One question that the EEOC addresses, for example, is “When may an employer ask an employee if cancer, or some other medical condition, may be causing her performance problems?”
The EEOC does not bar such questions in their entirety. Indeed:
Generally, an employer may ask disability-related questions or require an employee to have a medical examination when it knows about a particular employee’s medical condition, has observed performance problems, and reasonably believes that the problems are related to a medical condition. At other times, an employer may ask for medical information when it has observed symptoms, such as extreme fatigue or irritability, or has received reliable information from someone else (for example, a family member or co-worker) indicating that the employee may have a medical condition that is causing performance problems. Often, however, poor job performance is unrelated to a medical condition and generally should be handled in accordance with an employer’s existing policies concerning performance.

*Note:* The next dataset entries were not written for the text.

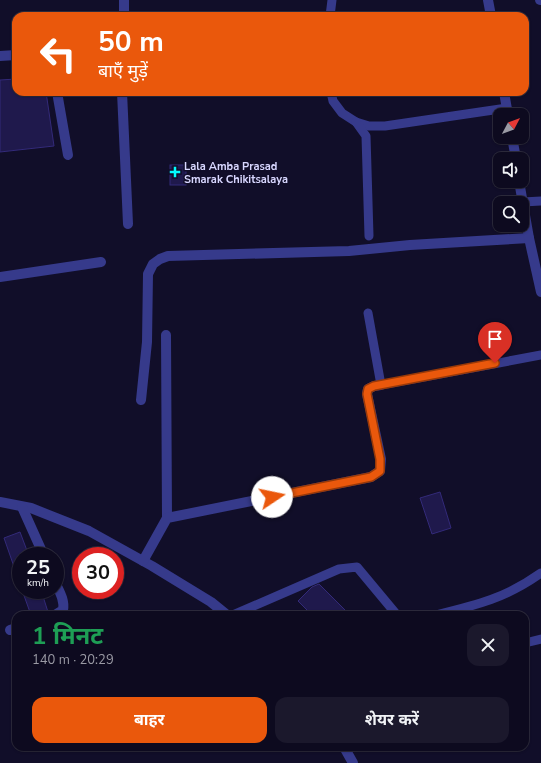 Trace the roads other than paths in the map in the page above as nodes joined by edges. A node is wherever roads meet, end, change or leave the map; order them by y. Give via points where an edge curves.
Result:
1 (124, 0) edge
2 (332, 0) edge
3 (488, 0) edge
4 (124, 12) edge
5 (330, 12) edge
6 (490, 12) edge
7 (12, 55) edge
8 (0, 56) edge
9 (58, 96) edge
10 (122, 96) edge
11 (332, 96) edge
12 (505, 96) edge
13 (506, 108) edge
14 (493, 114) edge
15 (356, 122) junction
16 (68, 155) dead end
17 (541, 201) edge
18 (529, 202) edge
19 (128, 224) dead end
20 (528, 232) edge
21 (369, 236) dead end
22 (529, 238) junction
23 (101, 262) dead end
24 (0, 277) edge
25 (541, 292) edge
26 (368, 313) dead end
27 (166, 335) dead end
28 (541, 355) edge
29 (381, 385) junction
30 (141, 400) dead end
31 (0, 502) edge
32 (22, 507) junction
33 (167, 518) junction
34 (40, 547) edge
35 (143, 561) junction
36 (541, 573) edge
37 (62, 599) edge
38 (61, 611) edge
39 (222, 611) edge
40 (242, 611) edge
41 (394, 611) edge
42 (452, 611) edge
43 (541, 639) edge
44 (529, 643) edge
45 (346, 751) edge
46 (353, 763) edge

1 - 4 street
2 - 5 lane
3 - 6 street
7 - 8 street
9 - 16 street
10 - 19 street
11 - 15 lane via 342,113
12 - 13 street
14 - 15 lane via 386,126 369,126
15 - 21 lane via 366,136
17 - 18 lane
20 - 22 street
22 - 25 street
22 - 30 street via 349,251 168,256 160,259 153,264 148,274 147,342
23 - 24 street
26 - 29 lane
27 - 33 street
28 - 29 lane
29 - 33 street via 368,389 367,394 380,459 380,471 371,477
31 - 32 street
32 - 34 street
32 - 35 street via 31,508 89,531
33 - 35 street
35 - 39 street
36 - 42 lane via 525,585 498,597
37 - 38 street via 64,606
40 - 41 lane via 339,570 357,567
43 - 44 lane
45 - 46 street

Another issue that comes up frequently is the use of reasonable accommodations (or “adjustments or modifications” as the EEOC tries to explain in plain English). While “Not all employees with cancer will need an accommodation or require the same accommodations”, the EEOC notes that most of the accommodations a person with cancer might need will involve little or no cost.”
Importantly, “an employer must provide a reasonable accommodation that is needed because of the limitations caused by the cancer itself, the side effects of medication or treatment for the cancer, or both.”

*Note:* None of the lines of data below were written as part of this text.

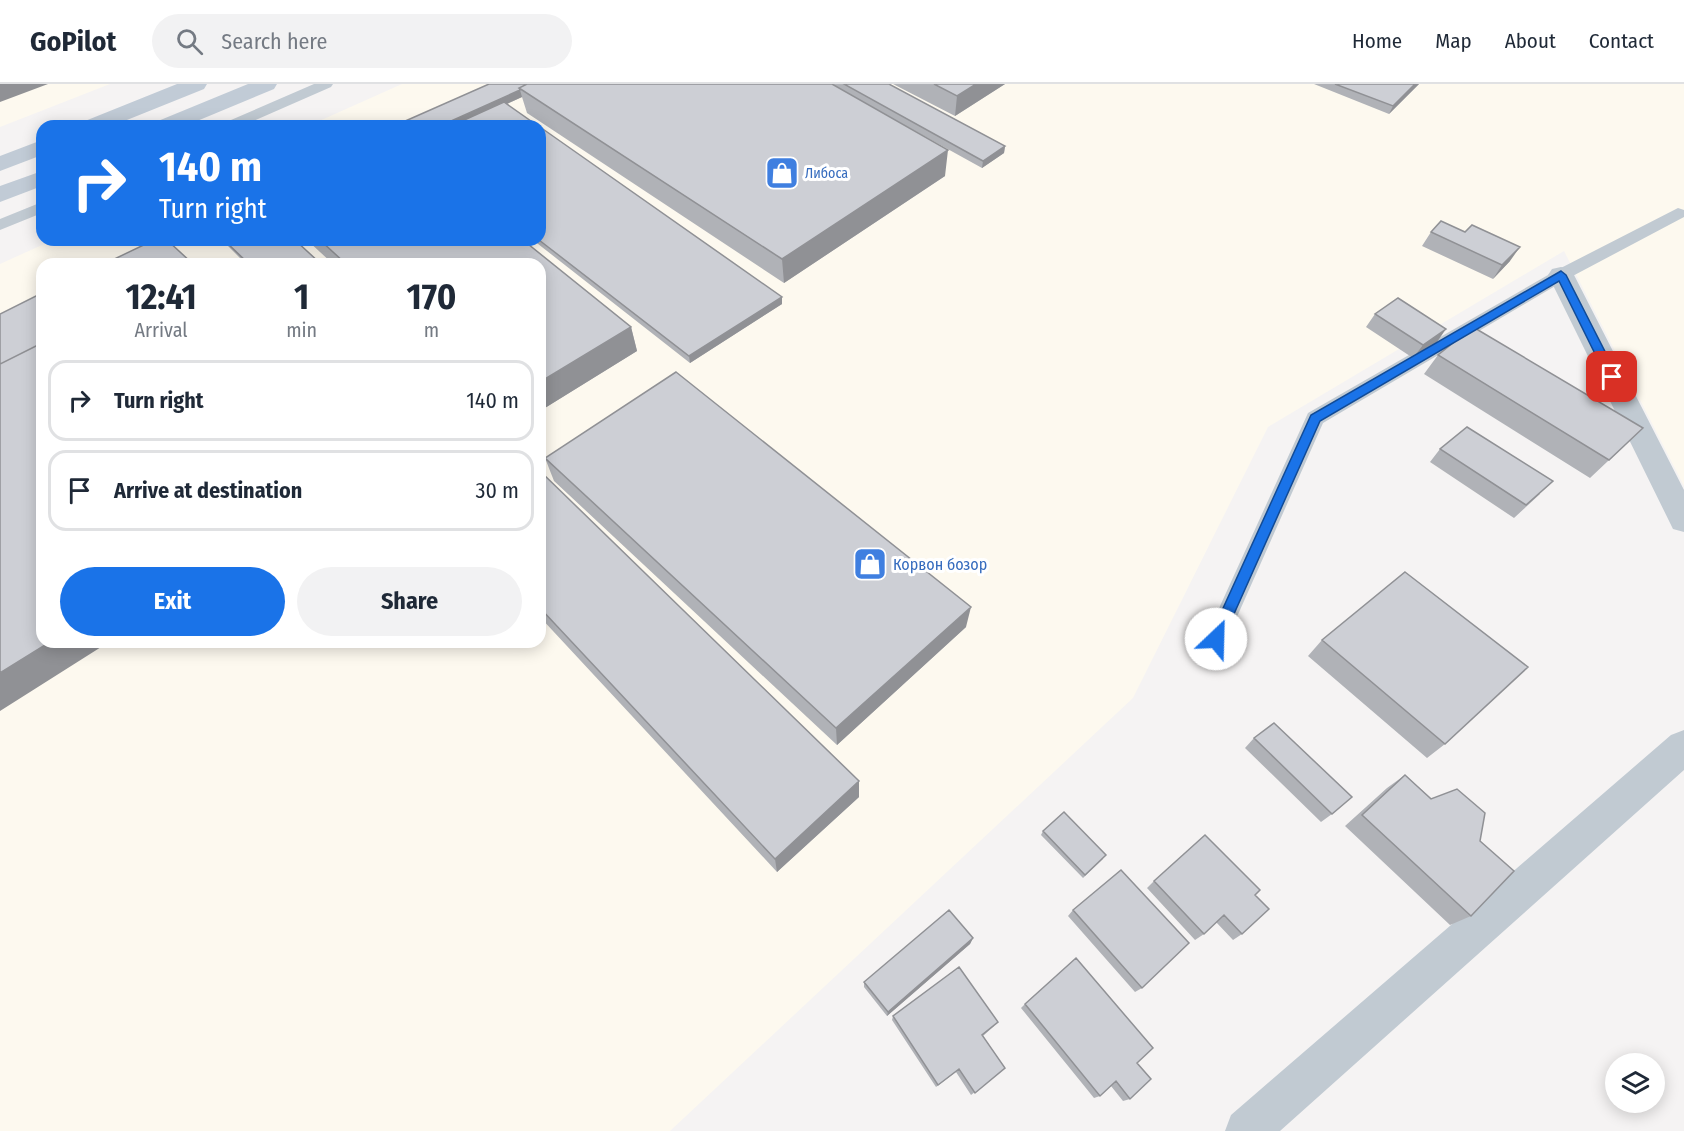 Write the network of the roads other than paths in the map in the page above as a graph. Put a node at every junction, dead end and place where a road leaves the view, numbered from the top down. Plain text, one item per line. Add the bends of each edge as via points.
1 (196, 84) edge
2 (266, 84) edge
3 (326, 84) edge
4 (108, 120) edge
5 (180, 120) edge
6 (243, 120) edge
7 (36, 149) edge
8 (0, 164) edge
9 (36, 180) edge
10 (0, 195) edge
11 (36, 210) edge
12 (1678, 213) dead end
13 (0, 225) edge
14 (1561, 275) junction
15 (1684, 520) edge
16 (1216, 639) dead end
17 (1684, 747) edge
18 (1247, 1131) edge

1 - 4 main road
2 - 5 main road
3 - 6 lane
7 - 8 main road
9 - 10 main road
11 - 13 lane
12 - 14 lane
14 - 15 street
14 - 16 lane via 1315,418
17 - 18 street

Beyond the ADA, however, there are other laws that may be implicated including the Family and Medical Leave Act (or the state law equivalent.) In many instances, an employee’s cancer will fall within the “serious health condition” and be eligible for protected leave.
Employers who have employees with cancer should understand the legal issues in play. But beyond that, empathy for the employees is something that ought not to be forgotten. While I won’t implicate the Golden Rule, an employee who has been recently diagnosed with cancer is going through a life-disrupting change.
That does not mean you cannot still expect some performance from the employee. But it does mean that you may have do something more than simply watching their performance and absences.
With the advances in the treatment in cancer, such a diagnosis may not be as grim a prognosis as it once was. And your employee will thank you in the long run.